■ **About this exercise**
Give back exactly the first lines of the entries below, through the line with "Turn all roads".

■ **Material provided**
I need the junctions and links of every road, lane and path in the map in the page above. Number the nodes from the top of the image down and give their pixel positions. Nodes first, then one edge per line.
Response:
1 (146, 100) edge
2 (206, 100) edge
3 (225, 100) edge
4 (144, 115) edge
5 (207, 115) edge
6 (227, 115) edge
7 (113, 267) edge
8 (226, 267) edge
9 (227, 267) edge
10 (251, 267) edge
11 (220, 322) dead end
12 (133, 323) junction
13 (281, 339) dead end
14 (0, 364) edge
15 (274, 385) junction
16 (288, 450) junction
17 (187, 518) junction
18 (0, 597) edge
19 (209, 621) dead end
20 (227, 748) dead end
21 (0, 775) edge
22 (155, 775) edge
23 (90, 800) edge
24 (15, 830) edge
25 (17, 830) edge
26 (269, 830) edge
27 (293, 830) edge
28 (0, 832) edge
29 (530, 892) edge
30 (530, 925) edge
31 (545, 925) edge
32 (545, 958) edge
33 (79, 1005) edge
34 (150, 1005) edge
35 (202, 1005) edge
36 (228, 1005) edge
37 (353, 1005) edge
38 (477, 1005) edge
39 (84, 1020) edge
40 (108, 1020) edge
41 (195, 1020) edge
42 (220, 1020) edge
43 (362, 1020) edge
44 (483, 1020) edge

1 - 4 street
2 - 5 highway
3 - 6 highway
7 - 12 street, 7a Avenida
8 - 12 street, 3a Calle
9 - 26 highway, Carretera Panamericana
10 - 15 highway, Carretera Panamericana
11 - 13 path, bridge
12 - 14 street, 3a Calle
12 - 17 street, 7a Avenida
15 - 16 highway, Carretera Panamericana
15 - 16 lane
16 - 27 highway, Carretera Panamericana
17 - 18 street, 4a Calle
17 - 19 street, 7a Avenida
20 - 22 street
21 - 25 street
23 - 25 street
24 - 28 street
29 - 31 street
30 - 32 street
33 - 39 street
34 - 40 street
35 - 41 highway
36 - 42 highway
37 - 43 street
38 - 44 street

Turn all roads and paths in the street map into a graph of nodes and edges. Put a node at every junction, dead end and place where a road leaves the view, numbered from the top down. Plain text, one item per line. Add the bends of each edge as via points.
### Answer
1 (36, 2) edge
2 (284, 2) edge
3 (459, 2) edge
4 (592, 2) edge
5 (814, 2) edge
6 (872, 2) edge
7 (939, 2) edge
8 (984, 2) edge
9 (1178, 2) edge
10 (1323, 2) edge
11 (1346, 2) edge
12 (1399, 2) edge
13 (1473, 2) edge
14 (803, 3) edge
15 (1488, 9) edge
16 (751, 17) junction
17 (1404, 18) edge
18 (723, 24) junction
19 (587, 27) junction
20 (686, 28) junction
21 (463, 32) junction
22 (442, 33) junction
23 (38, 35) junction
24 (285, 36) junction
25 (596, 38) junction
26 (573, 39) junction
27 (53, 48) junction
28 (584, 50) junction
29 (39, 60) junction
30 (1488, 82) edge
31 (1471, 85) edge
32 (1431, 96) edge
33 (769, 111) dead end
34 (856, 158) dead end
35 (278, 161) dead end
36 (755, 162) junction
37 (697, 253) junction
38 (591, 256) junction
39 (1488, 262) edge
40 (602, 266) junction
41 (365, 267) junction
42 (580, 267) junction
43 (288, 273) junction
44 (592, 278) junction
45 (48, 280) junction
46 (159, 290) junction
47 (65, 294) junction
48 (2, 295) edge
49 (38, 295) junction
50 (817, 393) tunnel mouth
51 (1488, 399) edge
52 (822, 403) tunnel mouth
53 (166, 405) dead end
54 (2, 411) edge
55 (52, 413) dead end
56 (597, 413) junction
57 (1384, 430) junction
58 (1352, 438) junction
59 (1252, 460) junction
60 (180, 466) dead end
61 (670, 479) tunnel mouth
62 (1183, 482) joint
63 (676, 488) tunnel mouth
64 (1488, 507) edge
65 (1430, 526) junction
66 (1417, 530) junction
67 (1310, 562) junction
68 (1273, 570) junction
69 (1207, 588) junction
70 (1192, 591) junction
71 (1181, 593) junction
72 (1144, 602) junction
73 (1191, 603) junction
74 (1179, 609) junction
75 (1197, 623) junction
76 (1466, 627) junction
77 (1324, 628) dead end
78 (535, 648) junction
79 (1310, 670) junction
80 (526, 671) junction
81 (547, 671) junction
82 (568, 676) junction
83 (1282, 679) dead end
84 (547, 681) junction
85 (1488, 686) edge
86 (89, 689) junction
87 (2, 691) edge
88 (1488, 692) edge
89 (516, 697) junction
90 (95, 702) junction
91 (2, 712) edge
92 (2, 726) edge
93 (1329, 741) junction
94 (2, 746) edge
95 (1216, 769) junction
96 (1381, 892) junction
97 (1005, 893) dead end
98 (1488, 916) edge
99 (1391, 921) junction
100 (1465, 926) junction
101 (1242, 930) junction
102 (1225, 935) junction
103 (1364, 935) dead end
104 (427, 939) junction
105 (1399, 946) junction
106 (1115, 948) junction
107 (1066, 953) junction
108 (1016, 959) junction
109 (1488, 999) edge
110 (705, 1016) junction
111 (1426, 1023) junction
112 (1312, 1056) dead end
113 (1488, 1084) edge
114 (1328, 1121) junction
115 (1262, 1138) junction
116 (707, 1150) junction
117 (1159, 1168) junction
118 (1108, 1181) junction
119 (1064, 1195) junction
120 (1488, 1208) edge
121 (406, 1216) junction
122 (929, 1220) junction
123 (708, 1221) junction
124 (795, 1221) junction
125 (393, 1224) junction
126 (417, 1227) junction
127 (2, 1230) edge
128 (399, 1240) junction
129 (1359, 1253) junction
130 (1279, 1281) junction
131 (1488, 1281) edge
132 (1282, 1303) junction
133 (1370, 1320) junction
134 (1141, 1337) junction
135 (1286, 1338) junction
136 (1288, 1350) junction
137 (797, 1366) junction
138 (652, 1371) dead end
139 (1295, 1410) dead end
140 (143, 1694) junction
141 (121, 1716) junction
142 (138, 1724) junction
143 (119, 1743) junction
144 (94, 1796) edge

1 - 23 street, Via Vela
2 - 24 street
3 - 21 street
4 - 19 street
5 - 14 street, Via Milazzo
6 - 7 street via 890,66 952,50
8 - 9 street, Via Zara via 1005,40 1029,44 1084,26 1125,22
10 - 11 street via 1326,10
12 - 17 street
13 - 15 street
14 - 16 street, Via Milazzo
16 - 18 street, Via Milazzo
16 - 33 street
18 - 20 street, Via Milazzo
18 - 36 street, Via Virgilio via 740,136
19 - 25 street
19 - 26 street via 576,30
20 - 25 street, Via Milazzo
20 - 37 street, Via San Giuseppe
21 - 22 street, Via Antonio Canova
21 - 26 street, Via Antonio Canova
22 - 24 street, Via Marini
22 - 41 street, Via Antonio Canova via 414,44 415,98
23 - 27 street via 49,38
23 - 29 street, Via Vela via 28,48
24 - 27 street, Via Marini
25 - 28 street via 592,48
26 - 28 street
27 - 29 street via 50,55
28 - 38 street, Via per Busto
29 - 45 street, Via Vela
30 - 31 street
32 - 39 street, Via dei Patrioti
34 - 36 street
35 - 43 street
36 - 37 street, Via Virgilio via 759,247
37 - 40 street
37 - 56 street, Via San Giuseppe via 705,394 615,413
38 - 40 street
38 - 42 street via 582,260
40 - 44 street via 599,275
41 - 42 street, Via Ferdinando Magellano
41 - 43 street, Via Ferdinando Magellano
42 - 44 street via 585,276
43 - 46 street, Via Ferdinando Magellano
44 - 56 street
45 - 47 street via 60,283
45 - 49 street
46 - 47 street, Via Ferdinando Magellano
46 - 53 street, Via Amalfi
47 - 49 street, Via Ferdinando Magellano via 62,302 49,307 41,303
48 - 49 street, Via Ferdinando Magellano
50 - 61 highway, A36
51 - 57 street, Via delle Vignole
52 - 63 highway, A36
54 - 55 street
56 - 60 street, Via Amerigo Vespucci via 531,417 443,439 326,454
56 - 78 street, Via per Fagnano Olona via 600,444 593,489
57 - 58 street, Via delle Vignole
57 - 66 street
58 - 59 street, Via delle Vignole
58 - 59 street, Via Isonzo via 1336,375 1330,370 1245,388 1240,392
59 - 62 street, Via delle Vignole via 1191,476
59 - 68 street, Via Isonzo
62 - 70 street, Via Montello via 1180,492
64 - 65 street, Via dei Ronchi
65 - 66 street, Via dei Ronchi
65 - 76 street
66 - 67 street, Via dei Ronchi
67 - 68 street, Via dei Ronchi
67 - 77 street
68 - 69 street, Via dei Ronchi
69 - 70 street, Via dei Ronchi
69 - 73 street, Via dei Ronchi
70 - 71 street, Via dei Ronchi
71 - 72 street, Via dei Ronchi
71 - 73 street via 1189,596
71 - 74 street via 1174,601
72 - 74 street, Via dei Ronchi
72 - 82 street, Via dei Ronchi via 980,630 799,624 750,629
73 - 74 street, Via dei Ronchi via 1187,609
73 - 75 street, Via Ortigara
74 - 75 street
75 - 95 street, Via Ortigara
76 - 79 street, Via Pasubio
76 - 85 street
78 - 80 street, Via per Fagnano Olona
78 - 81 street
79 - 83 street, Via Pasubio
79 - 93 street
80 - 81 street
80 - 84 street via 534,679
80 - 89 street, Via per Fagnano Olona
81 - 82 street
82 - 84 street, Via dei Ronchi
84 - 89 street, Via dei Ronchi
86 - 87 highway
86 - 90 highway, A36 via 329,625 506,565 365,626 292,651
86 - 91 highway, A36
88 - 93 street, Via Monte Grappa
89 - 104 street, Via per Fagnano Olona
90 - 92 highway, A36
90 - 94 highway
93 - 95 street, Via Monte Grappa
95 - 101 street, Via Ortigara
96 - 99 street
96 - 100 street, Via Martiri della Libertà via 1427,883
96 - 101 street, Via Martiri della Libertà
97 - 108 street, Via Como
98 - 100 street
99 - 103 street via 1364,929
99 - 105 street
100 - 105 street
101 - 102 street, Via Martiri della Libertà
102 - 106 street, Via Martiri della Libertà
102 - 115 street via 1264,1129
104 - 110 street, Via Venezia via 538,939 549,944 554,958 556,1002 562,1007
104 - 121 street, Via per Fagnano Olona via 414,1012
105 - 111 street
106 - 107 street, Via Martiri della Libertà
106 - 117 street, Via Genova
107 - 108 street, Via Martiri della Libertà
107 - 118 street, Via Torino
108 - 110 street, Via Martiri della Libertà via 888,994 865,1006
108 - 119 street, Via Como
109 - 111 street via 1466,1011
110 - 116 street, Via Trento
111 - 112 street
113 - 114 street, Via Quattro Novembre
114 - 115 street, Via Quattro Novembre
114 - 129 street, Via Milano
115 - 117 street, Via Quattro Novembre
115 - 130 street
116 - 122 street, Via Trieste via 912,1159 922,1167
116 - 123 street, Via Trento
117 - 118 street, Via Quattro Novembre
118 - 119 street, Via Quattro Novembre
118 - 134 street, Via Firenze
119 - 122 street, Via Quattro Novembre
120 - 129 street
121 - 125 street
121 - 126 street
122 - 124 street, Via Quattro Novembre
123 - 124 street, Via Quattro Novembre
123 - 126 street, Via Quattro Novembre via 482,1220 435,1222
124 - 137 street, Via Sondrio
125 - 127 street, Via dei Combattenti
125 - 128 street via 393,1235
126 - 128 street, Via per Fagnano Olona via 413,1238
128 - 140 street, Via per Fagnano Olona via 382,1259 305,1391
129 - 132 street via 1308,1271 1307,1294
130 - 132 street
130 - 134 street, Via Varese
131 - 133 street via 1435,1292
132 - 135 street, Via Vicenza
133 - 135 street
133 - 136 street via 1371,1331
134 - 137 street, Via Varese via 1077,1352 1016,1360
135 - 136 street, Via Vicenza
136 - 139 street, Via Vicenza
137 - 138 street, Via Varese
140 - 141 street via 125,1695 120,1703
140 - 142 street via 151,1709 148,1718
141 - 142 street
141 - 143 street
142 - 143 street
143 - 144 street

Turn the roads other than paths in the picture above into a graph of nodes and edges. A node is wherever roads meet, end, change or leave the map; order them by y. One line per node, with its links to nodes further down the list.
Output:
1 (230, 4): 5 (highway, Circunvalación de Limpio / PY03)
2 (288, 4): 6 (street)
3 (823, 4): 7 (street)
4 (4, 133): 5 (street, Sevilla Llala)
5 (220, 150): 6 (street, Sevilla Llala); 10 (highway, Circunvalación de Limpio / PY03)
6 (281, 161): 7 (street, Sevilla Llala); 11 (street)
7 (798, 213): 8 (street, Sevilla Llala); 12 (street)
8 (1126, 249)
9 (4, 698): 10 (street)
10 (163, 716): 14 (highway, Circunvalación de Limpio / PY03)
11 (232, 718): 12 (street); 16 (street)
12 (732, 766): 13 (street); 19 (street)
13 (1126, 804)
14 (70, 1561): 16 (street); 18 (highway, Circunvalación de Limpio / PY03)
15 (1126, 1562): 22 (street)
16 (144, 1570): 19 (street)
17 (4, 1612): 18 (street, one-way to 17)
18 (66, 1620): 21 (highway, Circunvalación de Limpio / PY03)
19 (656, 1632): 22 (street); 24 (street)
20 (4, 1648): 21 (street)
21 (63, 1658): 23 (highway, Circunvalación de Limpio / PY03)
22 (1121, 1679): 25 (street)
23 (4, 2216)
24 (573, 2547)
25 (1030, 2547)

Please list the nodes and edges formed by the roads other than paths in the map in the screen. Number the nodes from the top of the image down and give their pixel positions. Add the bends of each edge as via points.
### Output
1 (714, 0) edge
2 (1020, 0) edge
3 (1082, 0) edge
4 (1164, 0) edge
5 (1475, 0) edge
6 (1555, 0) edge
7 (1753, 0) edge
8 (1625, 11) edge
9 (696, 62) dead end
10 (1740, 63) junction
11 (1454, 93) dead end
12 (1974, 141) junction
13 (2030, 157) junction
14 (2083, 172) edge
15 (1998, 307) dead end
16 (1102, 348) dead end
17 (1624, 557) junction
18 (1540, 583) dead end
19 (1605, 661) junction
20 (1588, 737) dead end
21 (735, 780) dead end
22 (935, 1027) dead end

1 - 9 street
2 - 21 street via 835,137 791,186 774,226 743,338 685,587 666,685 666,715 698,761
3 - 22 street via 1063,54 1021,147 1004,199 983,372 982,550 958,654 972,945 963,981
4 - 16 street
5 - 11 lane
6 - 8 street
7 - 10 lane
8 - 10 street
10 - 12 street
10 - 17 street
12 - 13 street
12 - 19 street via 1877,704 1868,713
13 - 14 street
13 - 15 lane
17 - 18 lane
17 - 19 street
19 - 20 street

■ **Solution to the exercise**
I need the junctions and links of every road, lane and path in the map in the page above. Number the nodes from the top of the image down and give their pixel positions. Nodes first, then one edge per line.
Response:
1 (146, 100) edge
2 (206, 100) edge
3 (225, 100) edge
4 (144, 115) edge
5 (207, 115) edge
6 (227, 115) edge
7 (113, 267) edge
8 (226, 267) edge
9 (227, 267) edge
10 (251, 267) edge
11 (220, 322) dead end
12 (133, 323) junction
13 (281, 339) dead end
14 (0, 364) edge
15 (274, 385) junction
16 (288, 450) junction
17 (187, 518) junction
18 (0, 597) edge
19 (209, 621) dead end
20 (227, 748) dead end
21 (0, 775) edge
22 (155, 775) edge
23 (90, 800) edge
24 (15, 830) edge
25 (17, 830) edge
26 (269, 830) edge
27 (293, 830) edge
28 (0, 832) edge
29 (530, 892) edge
30 (530, 925) edge
31 (545, 925) edge
32 (545, 958) edge
33 (79, 1005) edge
34 (150, 1005) edge
35 (202, 1005) edge
36 (228, 1005) edge
37 (353, 1005) edge
38 (477, 1005) edge
39 (84, 1020) edge
40 (108, 1020) edge
41 (195, 1020) edge
42 (220, 1020) edge
43 (362, 1020) edge
44 (483, 1020) edge

1 - 4 street
2 - 5 highway
3 - 6 highway
7 - 12 street, 7a Avenida
8 - 12 street, 3a Calle
9 - 26 highway, Carretera Panamericana
10 - 15 highway, Carretera Panamericana
11 - 13 path, bridge
12 - 14 street, 3a Calle
12 - 17 street, 7a Avenida
15 - 16 highway, Carretera Panamericana
15 - 16 lane
16 - 27 highway, Carretera Panamericana
17 - 18 street, 4a Calle
17 - 19 street, 7a Avenida
20 - 22 street
21 - 25 street
23 - 25 street
24 - 28 street
29 - 31 street
30 - 32 street
33 - 39 street
34 - 40 street
35 - 41 highway
36 - 42 highway
37 - 43 street
38 - 44 street

Turn all roads and paths in the street map into a graph of nodes and edges. Put a node at every junction, dead end and place where a road leaves the view, numbered from the top down. Plain text, one item per line. Add the bends of each edge as via points.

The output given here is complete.